» Aim of the task
Copy every line of the records that includes the word "pixels".

» Records
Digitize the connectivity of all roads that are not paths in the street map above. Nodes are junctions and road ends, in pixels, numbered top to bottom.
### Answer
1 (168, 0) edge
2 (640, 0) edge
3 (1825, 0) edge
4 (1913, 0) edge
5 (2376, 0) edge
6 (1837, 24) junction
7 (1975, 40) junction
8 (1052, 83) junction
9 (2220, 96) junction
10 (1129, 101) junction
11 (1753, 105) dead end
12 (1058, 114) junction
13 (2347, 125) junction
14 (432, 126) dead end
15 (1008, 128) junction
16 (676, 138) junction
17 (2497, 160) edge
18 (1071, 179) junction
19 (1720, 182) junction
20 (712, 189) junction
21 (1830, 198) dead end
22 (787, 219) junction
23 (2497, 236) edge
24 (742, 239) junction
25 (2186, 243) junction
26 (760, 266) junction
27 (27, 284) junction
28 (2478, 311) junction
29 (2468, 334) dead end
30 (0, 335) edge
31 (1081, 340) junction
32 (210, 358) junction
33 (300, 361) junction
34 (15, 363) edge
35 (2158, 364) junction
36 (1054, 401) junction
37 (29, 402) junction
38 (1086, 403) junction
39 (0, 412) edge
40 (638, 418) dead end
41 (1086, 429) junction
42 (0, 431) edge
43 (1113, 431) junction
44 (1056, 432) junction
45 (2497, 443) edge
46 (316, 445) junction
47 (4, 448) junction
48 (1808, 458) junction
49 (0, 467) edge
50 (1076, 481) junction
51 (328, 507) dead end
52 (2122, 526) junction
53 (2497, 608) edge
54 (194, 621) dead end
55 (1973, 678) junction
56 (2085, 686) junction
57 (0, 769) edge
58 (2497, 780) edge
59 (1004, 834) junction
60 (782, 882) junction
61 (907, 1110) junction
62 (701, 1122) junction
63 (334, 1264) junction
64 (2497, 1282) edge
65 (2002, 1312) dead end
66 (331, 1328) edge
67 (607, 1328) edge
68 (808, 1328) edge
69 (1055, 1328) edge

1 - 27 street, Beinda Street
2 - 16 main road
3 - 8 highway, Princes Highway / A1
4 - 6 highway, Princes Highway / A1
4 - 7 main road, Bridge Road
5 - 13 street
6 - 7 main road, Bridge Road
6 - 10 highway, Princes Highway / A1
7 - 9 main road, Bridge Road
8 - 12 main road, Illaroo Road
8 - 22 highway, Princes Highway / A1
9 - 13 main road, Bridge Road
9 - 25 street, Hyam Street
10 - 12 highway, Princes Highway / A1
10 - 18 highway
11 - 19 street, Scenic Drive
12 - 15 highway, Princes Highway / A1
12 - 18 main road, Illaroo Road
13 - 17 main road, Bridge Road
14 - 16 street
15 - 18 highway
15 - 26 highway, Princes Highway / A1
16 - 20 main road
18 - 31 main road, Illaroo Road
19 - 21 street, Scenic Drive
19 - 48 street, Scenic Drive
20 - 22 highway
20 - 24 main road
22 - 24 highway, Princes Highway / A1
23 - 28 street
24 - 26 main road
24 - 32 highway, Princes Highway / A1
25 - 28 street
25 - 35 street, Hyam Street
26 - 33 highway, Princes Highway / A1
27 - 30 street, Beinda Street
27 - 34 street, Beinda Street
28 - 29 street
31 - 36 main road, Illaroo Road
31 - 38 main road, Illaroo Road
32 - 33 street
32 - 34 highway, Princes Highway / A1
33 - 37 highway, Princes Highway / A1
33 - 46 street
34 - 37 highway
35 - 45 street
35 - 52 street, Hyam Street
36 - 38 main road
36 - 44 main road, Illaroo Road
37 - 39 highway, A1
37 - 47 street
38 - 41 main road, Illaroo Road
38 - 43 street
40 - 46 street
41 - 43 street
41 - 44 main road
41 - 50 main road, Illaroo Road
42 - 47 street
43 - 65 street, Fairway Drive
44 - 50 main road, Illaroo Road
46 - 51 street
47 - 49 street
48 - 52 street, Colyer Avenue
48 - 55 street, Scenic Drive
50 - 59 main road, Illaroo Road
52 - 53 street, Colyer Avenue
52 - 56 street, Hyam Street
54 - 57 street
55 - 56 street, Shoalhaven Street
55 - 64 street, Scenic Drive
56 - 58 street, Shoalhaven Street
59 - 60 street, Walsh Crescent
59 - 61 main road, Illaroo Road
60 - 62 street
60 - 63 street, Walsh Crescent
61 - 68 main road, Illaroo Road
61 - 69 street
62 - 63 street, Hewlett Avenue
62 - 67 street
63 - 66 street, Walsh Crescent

---

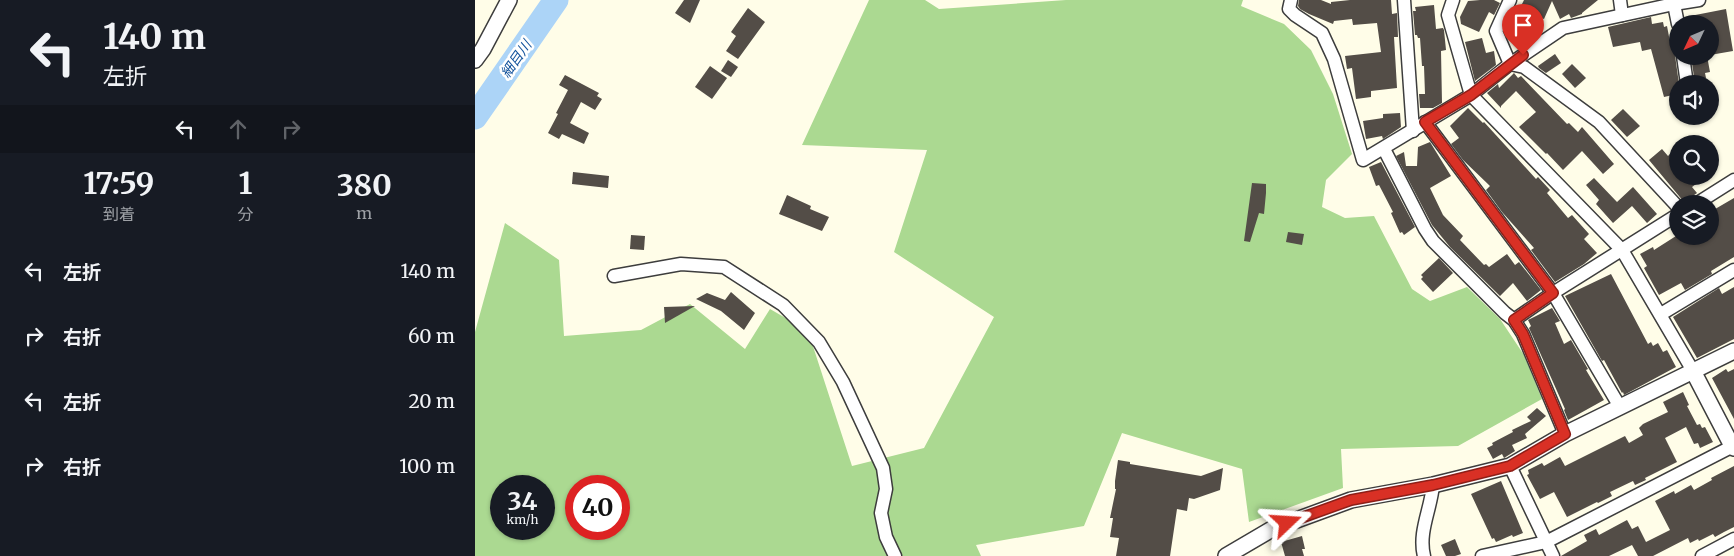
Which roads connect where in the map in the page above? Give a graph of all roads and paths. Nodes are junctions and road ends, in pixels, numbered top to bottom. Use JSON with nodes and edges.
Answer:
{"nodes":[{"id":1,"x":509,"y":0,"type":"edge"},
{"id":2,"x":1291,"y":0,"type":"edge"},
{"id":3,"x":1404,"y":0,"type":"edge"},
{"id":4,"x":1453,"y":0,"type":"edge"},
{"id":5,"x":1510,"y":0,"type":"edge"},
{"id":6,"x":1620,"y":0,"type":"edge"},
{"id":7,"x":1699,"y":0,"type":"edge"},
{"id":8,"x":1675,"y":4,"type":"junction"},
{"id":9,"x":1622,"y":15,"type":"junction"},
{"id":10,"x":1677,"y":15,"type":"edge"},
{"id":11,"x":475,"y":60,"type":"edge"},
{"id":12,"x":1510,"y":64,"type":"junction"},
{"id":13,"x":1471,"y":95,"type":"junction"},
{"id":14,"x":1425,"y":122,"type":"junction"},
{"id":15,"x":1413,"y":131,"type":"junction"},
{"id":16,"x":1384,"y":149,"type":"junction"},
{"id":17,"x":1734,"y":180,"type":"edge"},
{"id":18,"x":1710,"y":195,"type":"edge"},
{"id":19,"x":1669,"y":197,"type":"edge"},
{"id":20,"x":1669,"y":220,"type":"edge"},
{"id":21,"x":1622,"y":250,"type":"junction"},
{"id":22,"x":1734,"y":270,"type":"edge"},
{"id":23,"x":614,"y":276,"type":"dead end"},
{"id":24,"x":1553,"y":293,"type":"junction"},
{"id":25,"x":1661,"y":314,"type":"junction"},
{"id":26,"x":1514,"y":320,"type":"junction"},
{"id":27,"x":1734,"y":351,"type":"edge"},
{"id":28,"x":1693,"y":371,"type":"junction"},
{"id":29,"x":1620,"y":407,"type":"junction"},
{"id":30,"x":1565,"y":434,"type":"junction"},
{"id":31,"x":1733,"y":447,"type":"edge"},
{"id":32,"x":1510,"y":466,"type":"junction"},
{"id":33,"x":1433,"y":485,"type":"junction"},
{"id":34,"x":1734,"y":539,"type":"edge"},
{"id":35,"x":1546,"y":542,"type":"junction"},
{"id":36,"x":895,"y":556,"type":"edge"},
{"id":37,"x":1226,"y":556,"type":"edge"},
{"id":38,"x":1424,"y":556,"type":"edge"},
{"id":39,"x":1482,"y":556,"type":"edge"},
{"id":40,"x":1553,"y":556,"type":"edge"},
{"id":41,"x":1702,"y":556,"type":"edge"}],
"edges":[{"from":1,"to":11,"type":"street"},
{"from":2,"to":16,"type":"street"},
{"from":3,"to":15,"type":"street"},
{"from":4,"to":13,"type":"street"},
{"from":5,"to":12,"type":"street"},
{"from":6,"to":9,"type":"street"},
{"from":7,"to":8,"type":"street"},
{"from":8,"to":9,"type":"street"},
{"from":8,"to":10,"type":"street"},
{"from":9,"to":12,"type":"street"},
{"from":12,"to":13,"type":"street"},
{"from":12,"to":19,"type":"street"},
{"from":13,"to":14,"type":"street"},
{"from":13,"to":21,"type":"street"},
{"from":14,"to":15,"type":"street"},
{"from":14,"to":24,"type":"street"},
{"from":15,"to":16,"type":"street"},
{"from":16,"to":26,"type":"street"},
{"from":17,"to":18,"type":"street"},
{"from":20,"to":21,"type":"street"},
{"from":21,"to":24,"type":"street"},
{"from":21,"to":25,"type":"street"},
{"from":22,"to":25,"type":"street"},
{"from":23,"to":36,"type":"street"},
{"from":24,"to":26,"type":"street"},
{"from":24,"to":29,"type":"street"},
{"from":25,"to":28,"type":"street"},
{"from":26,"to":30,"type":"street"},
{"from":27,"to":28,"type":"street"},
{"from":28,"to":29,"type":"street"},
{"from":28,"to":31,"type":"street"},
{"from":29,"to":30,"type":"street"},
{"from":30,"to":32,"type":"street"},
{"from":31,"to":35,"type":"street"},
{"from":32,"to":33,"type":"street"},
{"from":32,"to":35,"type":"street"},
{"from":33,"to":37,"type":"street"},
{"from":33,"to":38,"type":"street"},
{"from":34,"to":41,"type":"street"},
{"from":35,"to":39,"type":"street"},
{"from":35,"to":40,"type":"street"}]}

--

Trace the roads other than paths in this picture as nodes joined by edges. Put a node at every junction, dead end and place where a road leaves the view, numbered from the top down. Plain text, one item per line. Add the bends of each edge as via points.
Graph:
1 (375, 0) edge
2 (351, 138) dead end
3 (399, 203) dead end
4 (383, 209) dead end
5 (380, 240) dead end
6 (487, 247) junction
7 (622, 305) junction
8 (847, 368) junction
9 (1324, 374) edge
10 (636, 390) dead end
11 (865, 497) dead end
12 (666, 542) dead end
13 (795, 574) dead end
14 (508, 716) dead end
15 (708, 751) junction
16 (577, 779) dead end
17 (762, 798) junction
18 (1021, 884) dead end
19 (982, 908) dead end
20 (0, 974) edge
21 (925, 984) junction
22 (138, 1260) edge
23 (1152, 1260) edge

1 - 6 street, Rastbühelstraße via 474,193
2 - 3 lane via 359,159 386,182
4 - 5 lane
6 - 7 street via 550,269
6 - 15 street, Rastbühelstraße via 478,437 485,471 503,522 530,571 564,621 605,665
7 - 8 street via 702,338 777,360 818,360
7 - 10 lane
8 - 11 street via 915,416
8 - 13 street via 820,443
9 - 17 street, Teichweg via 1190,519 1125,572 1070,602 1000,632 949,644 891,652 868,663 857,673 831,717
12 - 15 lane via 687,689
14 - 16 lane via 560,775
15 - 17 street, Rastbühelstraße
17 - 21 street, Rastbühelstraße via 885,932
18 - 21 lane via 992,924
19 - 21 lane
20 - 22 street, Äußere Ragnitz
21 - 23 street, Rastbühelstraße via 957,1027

» Response to the exercise
Digitize the connectivity of all roads that are not paths in the street map above. Nodes are junctions and road ends, in pixels, numbered top to bottom.
Which roads connect where in the map in the page above? Give a graph of all roads and paths. Nodes are junctions and road ends, in pixels, numbered top to bottom. Use JSON with nodes and edges.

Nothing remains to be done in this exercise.